[Requirement] Please repeat the records, word for word and without gaps.

[Dataset records]
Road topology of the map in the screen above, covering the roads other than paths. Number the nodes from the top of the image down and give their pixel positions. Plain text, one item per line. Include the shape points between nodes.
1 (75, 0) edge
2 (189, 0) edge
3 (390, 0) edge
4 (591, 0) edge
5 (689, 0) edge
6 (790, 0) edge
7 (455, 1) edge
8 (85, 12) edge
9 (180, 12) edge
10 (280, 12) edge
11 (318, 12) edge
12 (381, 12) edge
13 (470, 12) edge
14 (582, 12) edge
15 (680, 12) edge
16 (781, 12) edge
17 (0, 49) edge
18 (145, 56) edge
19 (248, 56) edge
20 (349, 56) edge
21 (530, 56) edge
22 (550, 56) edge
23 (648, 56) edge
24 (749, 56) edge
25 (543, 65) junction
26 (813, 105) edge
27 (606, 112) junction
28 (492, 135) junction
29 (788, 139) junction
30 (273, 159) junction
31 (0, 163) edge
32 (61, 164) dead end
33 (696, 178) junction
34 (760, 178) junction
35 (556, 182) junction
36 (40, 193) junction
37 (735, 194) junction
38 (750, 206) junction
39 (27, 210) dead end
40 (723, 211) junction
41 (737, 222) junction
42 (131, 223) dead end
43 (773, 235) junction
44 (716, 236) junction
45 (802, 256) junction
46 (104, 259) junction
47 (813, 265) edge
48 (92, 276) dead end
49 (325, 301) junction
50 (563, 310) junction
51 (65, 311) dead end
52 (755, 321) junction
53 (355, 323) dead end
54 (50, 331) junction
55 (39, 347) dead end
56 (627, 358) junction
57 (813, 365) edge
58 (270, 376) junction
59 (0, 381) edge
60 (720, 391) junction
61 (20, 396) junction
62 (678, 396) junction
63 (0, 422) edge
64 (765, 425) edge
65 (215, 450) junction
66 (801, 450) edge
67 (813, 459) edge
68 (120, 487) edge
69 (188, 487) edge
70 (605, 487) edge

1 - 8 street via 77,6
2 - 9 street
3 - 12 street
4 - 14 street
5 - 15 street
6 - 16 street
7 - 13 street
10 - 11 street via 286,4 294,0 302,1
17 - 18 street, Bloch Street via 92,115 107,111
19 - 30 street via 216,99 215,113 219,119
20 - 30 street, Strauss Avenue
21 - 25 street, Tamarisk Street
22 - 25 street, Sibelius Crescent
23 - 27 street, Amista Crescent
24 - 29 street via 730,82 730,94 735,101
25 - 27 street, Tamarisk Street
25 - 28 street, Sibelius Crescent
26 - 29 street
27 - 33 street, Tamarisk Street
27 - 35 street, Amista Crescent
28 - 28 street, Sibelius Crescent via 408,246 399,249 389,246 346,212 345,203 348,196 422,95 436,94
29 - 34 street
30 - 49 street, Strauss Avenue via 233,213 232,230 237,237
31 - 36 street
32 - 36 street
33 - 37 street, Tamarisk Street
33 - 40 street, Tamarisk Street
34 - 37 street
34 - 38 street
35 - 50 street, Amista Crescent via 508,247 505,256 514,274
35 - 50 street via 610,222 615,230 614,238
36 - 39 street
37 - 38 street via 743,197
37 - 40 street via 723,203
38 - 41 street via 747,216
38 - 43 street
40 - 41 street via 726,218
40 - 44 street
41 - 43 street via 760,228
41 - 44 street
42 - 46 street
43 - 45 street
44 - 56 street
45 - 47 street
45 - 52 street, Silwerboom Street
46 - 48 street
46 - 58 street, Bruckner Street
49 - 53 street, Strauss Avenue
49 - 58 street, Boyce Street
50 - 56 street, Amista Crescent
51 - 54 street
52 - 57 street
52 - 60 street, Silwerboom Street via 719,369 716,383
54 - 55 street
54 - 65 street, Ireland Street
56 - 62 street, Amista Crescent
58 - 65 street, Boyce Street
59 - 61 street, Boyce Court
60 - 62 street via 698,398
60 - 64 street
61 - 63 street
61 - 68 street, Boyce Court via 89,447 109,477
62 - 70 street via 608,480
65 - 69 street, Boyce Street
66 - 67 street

[Your response]
Road topology of the map in the screen above, covering the roads other than paths. Number the nodes from the top of the image down and give their pixel positions. Plain text, one item per line. Include the shape points between nodes.
1 (75, 0) edge
2 (189, 0) edge
3 (390, 0) edge
4 (591, 0) edge
5 (689, 0) edge
6 (790, 0) edge
7 (455, 1) edge
8 (85, 12) edge
9 (180, 12) edge
10 (280, 12) edge
11 (318, 12) edge
12 (381, 12) edge
13 (470, 12) edge
14 (582, 12) edge
15 (680, 12) edge
16 (781, 12) edge
17 (0, 49) edge
18 (145, 56) edge
19 (248, 56) edge
20 (349, 56) edge
21 (530, 56) edge
22 (550, 56) edge
23 (648, 56) edge
24 (749, 56) edge
25 (543, 65) junction
26 (813, 105) edge
27 (606, 112) junction
28 (492, 135) junction
29 (788, 139) junction
30 (273, 159) junction
31 (0, 163) edge
32 (61, 164) dead end
33 (696, 178) junction
34 (760, 178) junction
35 (556, 182) junction
36 (40, 193) junction
37 (735, 194) junction
38 (750, 206) junction
39 (27, 210) dead end
40 (723, 211) junction
41 (737, 222) junction
42 (131, 223) dead end
43 (773, 235) junction
44 (716, 236) junction
45 (802, 256) junction
46 (104, 259) junction
47 (813, 265) edge
48 (92, 276) dead end
49 (325, 301) junction
50 (563, 310) junction
51 (65, 311) dead end
52 (755, 321) junction
53 (355, 323) dead end
54 (50, 331) junction
55 (39, 347) dead end
56 (627, 358) junction
57 (813, 365) edge
58 (270, 376) junction
59 (0, 381) edge
60 (720, 391) junction
61 (20, 396) junction
62 (678, 396) junction
63 (0, 422) edge
64 (765, 425) edge
65 (215, 450) junction
66 (801, 450) edge
67 (813, 459) edge
68 (120, 487) edge
69 (188, 487) edge
70 (605, 487) edge

1 - 8 street via 77,6
2 - 9 street
3 - 12 street
4 - 14 street
5 - 15 street
6 - 16 street
7 - 13 street
10 - 11 street via 286,4 294,0 302,1
17 - 18 street, Bloch Street via 92,115 107,111
19 - 30 street via 216,99 215,113 219,119
20 - 30 street, Strauss Avenue
21 - 25 street, Tamarisk Street
22 - 25 street, Sibelius Crescent
23 - 27 street, Amista Crescent
24 - 29 street via 730,82 730,94 735,101
25 - 27 street, Tamarisk Street
25 - 28 street, Sibelius Crescent
26 - 29 street
27 - 33 street, Tamarisk Street
27 - 35 street, Amista Crescent
28 - 28 street, Sibelius Crescent via 408,246 399,249 389,246 346,212 345,203 348,196 422,95 436,94
29 - 34 street
30 - 49 street, Strauss Avenue via 233,213 232,230 237,237
31 - 36 street
32 - 36 street
33 - 37 street, Tamarisk Street
33 - 40 street, Tamarisk Street
34 - 37 street
34 - 38 street
35 - 50 street, Amista Crescent via 508,247 505,256 514,274
35 - 50 street via 610,222 615,230 614,238
36 - 39 street
37 - 38 street via 743,197
37 - 40 street via 723,203
38 - 41 street via 747,216
38 - 43 street
40 - 41 street via 726,218
40 - 44 street
41 - 43 street via 760,228
41 - 44 street
42 - 46 street
43 - 45 street
44 - 56 street
45 - 47 street
45 - 52 street, Silwerboom Street
46 - 48 street
46 - 58 street, Bruckner Street
49 - 53 street, Strauss Avenue
49 - 58 street, Boyce Street
50 - 56 street, Amista Crescent
51 - 54 street
52 - 57 street
52 - 60 street, Silwerboom Street via 719,369 716,383
54 - 55 street
54 - 65 street, Ireland Street
56 - 62 street, Amista Crescent
58 - 65 street, Boyce Street
59 - 61 street, Boyce Court
60 - 62 street via 698,398
60 - 64 street
61 - 63 street
61 - 68 street, Boyce Court via 89,447 109,477
62 - 70 street via 608,480
65 - 69 street, Boyce Street
66 - 67 street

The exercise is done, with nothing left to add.